# EXERCISE INSTRUCTIONS
Across the whole listing, how many lines hold the word "LAZER"? Reply with the number by itself.

# DATA EXCERPTS

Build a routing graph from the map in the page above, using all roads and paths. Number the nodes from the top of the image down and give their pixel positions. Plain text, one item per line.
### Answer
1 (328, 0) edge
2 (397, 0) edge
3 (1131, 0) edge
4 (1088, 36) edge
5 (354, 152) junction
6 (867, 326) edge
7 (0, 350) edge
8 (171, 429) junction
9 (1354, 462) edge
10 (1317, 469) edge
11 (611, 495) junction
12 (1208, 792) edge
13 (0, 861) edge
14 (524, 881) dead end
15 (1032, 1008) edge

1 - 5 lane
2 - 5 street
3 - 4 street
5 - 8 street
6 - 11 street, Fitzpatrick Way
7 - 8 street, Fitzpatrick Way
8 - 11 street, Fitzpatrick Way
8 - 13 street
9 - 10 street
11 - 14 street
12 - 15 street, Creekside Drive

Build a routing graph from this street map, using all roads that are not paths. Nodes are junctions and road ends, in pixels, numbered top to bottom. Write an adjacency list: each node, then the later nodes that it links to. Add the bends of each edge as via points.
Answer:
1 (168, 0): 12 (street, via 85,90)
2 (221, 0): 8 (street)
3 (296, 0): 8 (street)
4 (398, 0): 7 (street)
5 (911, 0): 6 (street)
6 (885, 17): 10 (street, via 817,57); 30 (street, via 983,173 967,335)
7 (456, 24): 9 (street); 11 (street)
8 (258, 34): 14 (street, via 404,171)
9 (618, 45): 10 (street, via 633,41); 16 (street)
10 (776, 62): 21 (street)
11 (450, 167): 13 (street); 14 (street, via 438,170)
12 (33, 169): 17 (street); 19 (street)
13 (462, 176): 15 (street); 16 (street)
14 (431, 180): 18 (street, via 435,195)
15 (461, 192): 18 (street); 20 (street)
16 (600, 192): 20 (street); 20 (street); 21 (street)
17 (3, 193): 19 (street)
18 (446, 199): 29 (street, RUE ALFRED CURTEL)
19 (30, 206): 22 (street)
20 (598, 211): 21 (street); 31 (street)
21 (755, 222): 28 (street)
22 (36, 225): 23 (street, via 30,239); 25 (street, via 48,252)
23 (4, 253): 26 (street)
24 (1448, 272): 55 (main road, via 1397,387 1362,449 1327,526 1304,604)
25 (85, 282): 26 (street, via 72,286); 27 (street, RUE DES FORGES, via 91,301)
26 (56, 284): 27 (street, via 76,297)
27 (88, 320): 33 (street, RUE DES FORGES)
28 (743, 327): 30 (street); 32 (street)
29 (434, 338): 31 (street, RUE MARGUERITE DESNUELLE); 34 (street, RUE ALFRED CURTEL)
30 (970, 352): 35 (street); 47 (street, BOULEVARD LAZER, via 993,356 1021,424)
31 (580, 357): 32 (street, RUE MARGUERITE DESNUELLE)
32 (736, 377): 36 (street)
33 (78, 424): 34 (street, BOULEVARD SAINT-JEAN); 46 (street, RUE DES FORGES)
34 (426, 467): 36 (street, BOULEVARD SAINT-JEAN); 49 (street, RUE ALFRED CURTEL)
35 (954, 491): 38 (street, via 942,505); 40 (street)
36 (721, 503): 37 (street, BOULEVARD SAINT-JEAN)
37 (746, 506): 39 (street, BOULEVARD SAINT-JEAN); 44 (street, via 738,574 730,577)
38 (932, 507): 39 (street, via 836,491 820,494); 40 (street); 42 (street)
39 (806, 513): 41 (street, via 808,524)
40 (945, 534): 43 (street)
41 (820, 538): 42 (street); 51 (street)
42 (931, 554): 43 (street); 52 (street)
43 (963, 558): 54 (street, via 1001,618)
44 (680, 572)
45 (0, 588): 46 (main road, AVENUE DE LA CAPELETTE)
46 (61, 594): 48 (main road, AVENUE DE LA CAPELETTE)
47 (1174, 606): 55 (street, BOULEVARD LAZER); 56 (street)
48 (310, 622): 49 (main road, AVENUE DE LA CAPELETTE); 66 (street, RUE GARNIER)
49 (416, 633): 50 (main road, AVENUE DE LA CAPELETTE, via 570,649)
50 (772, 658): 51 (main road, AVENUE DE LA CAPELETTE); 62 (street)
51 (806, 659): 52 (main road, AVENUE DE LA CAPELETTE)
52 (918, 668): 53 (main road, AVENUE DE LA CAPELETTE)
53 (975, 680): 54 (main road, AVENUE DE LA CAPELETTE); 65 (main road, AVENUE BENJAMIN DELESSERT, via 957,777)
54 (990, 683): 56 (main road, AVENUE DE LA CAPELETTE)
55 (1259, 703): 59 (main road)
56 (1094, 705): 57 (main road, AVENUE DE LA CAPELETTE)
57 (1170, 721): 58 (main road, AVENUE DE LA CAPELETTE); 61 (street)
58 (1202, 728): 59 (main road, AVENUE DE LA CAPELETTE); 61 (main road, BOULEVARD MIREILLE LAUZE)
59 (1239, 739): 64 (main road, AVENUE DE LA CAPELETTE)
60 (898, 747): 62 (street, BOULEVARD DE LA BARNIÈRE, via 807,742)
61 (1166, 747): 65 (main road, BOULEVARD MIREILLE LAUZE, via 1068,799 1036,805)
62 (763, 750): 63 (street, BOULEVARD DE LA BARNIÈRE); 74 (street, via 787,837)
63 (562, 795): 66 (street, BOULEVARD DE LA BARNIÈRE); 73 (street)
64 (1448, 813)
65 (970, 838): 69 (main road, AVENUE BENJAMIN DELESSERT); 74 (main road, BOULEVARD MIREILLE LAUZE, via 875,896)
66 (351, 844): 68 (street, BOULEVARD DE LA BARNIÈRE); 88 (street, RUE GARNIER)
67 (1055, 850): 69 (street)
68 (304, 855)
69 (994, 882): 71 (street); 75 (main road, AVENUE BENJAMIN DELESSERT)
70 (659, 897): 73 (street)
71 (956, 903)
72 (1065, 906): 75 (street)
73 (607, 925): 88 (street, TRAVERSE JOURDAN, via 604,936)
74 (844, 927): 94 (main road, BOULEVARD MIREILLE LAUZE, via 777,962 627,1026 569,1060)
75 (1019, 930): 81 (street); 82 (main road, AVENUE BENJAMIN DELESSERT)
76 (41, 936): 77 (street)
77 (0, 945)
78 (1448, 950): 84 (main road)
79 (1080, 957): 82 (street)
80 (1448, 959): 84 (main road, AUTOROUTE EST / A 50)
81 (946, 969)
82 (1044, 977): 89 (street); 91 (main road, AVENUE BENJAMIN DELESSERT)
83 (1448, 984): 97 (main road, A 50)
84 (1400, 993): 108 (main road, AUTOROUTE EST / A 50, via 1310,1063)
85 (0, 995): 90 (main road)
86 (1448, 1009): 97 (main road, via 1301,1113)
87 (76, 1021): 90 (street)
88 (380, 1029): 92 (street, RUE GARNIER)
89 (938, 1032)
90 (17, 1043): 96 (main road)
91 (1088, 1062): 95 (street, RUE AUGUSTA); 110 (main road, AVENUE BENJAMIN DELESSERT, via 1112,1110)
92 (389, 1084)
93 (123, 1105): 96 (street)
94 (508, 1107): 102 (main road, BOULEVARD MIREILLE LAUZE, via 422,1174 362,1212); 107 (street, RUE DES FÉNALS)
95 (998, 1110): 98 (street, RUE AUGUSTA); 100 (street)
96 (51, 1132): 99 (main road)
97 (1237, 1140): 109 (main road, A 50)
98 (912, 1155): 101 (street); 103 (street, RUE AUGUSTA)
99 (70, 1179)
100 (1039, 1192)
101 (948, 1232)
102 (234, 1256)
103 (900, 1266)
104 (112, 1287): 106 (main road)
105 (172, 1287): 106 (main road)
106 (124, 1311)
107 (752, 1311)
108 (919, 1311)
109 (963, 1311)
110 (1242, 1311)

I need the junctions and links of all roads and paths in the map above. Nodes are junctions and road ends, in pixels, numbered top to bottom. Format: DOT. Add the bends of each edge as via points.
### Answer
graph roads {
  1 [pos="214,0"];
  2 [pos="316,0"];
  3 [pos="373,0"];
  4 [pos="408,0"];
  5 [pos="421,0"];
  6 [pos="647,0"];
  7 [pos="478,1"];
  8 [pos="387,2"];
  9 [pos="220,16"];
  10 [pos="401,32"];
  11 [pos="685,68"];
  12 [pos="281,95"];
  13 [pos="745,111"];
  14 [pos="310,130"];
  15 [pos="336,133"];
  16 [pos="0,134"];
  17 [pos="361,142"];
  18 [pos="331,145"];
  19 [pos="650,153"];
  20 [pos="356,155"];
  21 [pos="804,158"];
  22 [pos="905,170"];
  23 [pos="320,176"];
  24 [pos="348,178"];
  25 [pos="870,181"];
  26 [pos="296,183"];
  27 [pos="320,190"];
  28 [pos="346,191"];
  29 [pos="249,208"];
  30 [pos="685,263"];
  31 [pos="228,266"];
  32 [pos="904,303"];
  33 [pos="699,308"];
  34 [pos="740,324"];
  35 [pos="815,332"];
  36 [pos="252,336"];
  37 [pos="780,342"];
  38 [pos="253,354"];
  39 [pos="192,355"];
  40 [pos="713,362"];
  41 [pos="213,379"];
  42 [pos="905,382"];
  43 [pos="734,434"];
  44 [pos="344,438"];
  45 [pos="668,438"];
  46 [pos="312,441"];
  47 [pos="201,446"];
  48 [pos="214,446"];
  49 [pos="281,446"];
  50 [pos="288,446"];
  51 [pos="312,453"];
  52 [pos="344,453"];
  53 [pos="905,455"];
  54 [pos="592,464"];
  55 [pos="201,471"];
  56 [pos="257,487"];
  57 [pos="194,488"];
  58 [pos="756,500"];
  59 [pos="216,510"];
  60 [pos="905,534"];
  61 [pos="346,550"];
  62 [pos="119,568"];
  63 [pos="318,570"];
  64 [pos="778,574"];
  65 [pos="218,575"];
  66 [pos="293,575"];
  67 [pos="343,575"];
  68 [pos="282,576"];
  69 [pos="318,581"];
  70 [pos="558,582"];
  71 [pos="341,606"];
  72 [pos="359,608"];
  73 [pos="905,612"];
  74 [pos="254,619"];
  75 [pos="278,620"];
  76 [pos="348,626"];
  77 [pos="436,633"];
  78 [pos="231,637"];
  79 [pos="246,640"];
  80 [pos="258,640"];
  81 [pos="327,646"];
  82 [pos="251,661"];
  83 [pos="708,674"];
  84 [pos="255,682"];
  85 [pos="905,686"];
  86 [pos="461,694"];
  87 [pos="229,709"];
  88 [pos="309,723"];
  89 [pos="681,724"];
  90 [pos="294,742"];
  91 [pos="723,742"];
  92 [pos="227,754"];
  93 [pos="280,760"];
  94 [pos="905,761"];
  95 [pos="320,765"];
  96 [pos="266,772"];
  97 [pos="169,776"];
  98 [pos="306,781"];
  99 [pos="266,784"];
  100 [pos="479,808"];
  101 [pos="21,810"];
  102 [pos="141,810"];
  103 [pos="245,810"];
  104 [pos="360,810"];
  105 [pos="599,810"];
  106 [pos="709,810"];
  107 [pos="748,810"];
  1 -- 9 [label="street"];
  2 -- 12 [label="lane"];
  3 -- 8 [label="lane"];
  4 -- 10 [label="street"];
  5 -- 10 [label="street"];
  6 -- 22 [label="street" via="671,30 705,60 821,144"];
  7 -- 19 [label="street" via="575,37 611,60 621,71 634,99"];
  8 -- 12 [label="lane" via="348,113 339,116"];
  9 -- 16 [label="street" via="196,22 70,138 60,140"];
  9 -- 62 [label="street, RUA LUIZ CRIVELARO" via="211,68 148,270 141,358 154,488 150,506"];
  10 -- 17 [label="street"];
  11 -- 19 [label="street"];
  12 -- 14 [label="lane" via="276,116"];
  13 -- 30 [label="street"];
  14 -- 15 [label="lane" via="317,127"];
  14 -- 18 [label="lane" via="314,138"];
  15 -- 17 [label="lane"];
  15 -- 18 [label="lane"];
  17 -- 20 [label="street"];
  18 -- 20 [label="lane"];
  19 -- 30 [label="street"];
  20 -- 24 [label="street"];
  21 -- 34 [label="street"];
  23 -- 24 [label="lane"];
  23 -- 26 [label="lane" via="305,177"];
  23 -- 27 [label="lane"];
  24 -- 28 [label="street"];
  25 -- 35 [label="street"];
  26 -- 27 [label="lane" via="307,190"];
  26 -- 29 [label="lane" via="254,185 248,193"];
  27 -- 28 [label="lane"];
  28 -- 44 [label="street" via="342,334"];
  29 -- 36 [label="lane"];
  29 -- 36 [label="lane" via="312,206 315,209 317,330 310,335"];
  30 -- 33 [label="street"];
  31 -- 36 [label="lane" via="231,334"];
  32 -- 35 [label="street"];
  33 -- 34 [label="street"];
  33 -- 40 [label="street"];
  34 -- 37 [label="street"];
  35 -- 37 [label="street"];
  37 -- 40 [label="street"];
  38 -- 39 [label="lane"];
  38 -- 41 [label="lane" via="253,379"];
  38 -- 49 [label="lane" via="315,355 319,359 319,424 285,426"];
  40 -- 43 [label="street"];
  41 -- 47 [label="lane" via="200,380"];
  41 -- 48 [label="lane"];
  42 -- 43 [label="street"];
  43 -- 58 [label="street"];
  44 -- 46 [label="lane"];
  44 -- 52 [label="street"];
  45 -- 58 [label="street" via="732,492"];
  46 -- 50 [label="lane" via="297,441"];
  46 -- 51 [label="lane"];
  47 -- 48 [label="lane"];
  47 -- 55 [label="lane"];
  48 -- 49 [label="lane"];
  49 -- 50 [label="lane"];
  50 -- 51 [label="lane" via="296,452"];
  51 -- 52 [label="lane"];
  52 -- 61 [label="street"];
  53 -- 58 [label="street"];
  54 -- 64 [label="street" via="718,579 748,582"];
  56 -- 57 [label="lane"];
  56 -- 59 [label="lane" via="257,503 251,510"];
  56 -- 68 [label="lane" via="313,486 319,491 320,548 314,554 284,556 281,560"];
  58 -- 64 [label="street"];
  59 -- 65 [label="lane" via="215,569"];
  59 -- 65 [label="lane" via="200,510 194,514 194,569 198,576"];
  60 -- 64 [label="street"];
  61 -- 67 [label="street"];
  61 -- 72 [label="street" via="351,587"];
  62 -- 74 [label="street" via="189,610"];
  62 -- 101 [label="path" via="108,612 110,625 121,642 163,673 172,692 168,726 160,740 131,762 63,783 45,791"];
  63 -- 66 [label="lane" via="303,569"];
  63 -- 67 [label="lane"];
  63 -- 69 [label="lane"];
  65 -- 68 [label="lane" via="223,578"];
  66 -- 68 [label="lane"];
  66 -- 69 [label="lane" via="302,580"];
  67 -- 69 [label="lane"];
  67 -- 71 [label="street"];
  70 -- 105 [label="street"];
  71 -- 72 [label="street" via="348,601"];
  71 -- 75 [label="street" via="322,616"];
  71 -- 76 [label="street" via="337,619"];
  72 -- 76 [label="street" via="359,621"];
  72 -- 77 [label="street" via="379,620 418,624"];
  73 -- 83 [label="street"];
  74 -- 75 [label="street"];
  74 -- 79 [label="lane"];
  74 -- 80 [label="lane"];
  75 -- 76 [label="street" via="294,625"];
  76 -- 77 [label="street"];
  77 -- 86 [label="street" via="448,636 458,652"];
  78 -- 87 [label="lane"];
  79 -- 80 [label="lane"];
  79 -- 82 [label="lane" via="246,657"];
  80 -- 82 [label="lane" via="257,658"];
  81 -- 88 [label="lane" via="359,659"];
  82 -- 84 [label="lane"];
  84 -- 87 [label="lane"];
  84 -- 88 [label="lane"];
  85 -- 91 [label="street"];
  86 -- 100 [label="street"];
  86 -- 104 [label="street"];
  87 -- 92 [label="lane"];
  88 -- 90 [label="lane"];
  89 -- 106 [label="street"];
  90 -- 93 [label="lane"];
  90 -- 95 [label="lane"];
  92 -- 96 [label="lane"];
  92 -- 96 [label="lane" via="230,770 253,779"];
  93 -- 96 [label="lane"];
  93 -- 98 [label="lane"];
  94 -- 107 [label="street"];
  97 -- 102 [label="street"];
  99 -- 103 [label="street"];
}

# ANSWER FOR THE TASK
2